TASK: Of all the lines in the records below, copy only those that contain the string "edges".

(MATERIAL FOR THIS EXERCISE Opens)

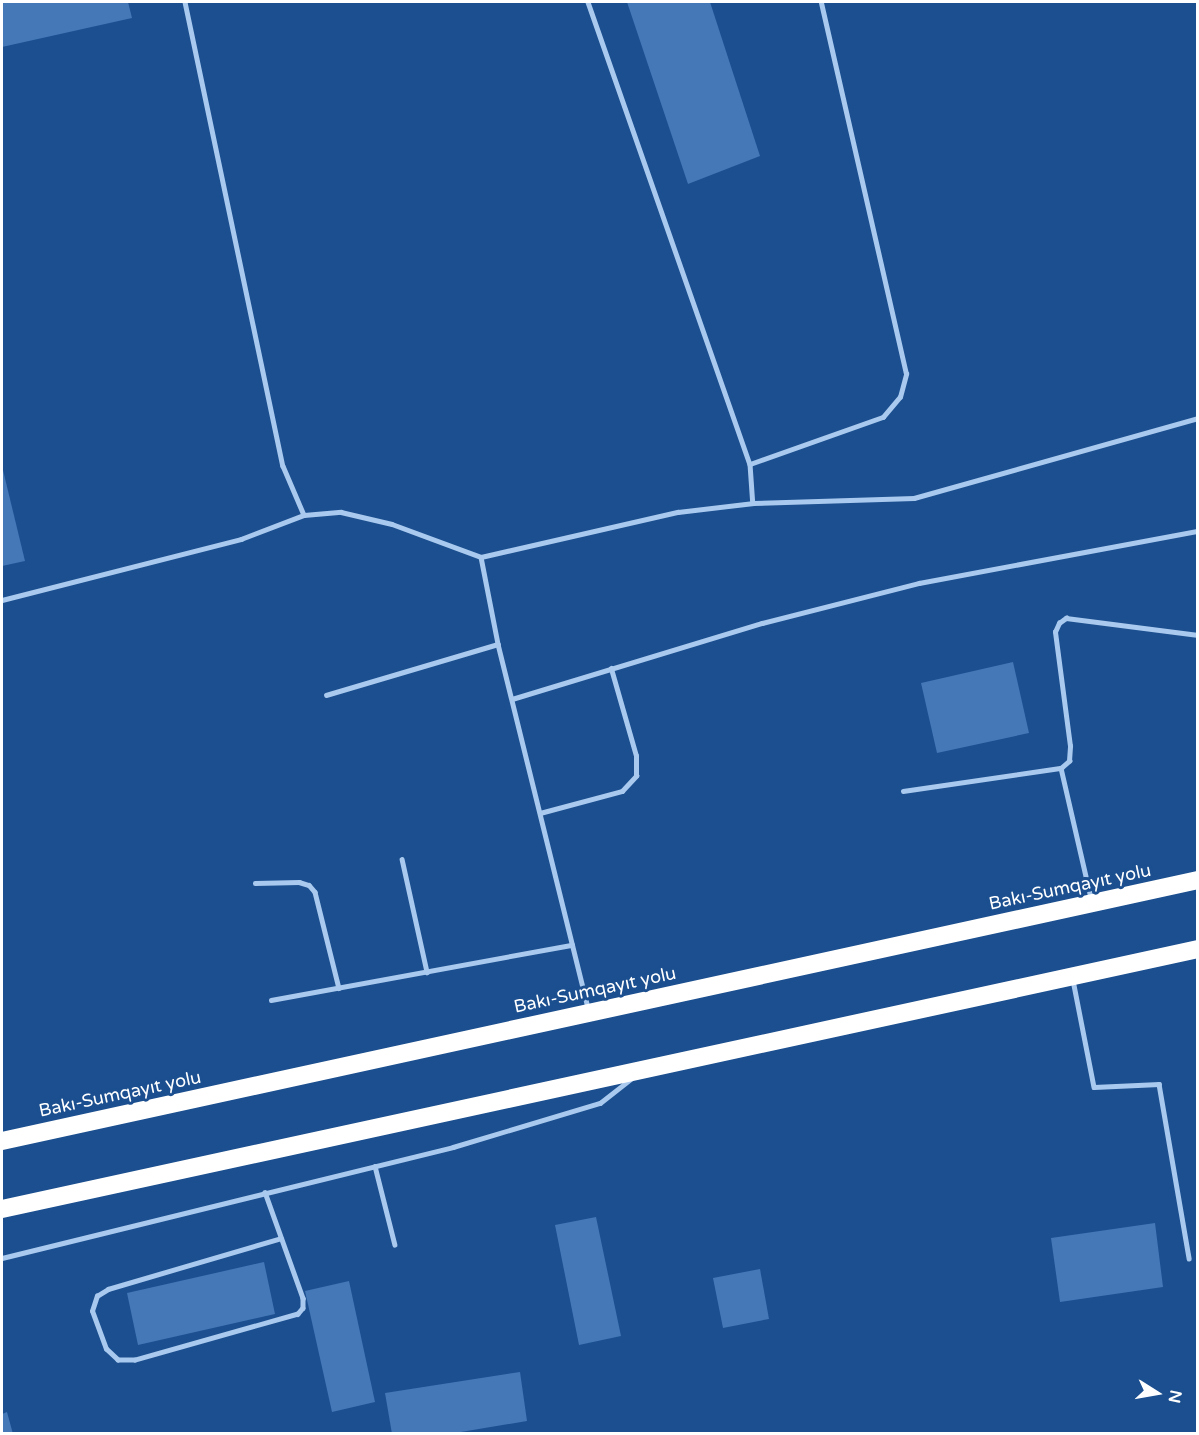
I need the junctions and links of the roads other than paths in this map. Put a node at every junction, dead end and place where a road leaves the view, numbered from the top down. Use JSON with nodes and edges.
{"nodes":[{"id":1,"x":185,"y":2,"type":"edge"},
{"id":2,"x":588,"y":2,"type":"edge"},
{"id":3,"x":821,"y":2,"type":"edge"},
{"id":4,"x":1197,"y":418,"type":"edge"},
{"id":5,"x":750,"y":464,"type":"junction"},
{"id":6,"x":753,"y":503,"type":"junction"},
{"id":7,"x":304,"y":515,"type":"junction"},
{"id":8,"x":1197,"y":531,"type":"edge"},
{"id":9,"x":481,"y":557,"type":"junction"},
{"id":10,"x":2,"y":600,"type":"edge"},
{"id":11,"x":1197,"y":635,"type":"edge"},
{"id":12,"x":498,"y":644,"type":"junction"},
{"id":13,"x":611,"y":669,"type":"junction"},
{"id":14,"x":326,"y":695,"type":"dead end"},
{"id":15,"x":512,"y":699,"type":"junction"},
{"id":16,"x":1061,"y":768,"type":"junction"},
{"id":17,"x":903,"y":791,"type":"dead end"},
{"id":18,"x":540,"y":813,"type":"junction"},
{"id":19,"x":402,"y":859,"type":"dead end"},
{"id":20,"x":1197,"y":880,"type":"edge"},
{"id":21,"x":255,"y":883,"type":"dead end"},
{"id":22,"x":1092,"y":903,"type":"junction"},
{"id":23,"x":572,"y":945,"type":"junction"},
{"id":24,"x":1197,"y":950,"type":"edge"},
{"id":25,"x":427,"y":972,"type":"junction"},
{"id":26,"x":1072,"y":977,"type":"junction"},
{"id":27,"x":339,"y":988,"type":"junction"},
{"id":28,"x":271,"y":1000,"type":"dead end"},
{"id":29,"x":589,"y":1013,"type":"junction"},
{"id":30,"x":642,"y":1071,"type":"junction"},
{"id":31,"x":2,"y":1141,"type":"edge"},
{"id":32,"x":375,"y":1166,"type":"junction"},
{"id":33,"x":265,"y":1192,"type":"junction"},
{"id":34,"x":2,"y":1209,"type":"edge"},
{"id":35,"x":281,"y":1238,"type":"junction"},
{"id":36,"x":395,"y":1245,"type":"dead end"},
{"id":37,"x":2,"y":1258,"type":"edge"},
{"id":38,"x":1190,"y":1258,"type":"dead end"}],
"edges":[{"from":1,"to":7,"type":"lane"},
{"from":2,"to":5,"type":"lane"},
{"from":3,"to":5,"type":"lane"},
{"from":4,"to":6,"type":"lane"},
{"from":5,"to":6,"type":"lane"},
{"from":6,"to":9,"type":"lane"},
{"from":7,"to":9,"type":"lane"},
{"from":7,"to":10,"type":"lane"},
{"from":8,"to":13,"type":"lane"},
{"from":9,"to":12,"type":"lane"},
{"from":11,"to":16,"type":"lane"},
{"from":12,"to":14,"type":"lane"},
{"from":12,"to":15,"type":"lane"},
{"from":13,"to":15,"type":"lane"},
{"from":13,"to":18,"type":"lane"},
{"from":15,"to":18,"type":"lane"},
{"from":16,"to":17,"type":"lane"},
{"from":16,"to":22,"type":"lane"},
{"from":18,"to":23,"type":"lane"},
{"from":19,"to":25,"type":"lane"},
{"from":20,"to":22,"type":"highway","name":"Bakı-Sumqayıt yolu"},
{"from":21,"to":27,"type":"lane"},
{"from":22,"to":29,"type":"highway","name":"Bakı-Sumqayıt yolu"},
{"from":23,"to":25,"type":"lane"},
{"from":23,"to":29,"type":"lane"},
{"from":24,"to":26,"type":"highway"},
{"from":25,"to":27,"type":"lane"},
{"from":26,"to":30,"type":"highway"},
{"from":26,"to":38,"type":"lane"},
{"from":27,"to":28,"type":"lane"},
{"from":29,"to":31,"type":"highway","name":"Bakı-Sumqayıt yolu"},
{"from":30,"to":32,"type":"lane"},
{"from":30,"to":34,"type":"highway"},
{"from":32,"to":33,"type":"lane"},
{"from":32,"to":36,"type":"lane"},
{"from":33,"to":35,"type":"lane"},
{"from":33,"to":37,"type":"lane"},
{"from":35,"to":35,"type":"lane"}]}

(MATERIAL FOR THIS EXERCISE Closes)

SOLUTION TO THE EXERCISE:
I need the junctions and links of the roads other than paths in this map. Put a node at every junction, dead end and place where a road leaves the view, numbered from the top down. Use JSON with nodes and edges.
"edges":[{"from":1,"to":7,"type":"lane"},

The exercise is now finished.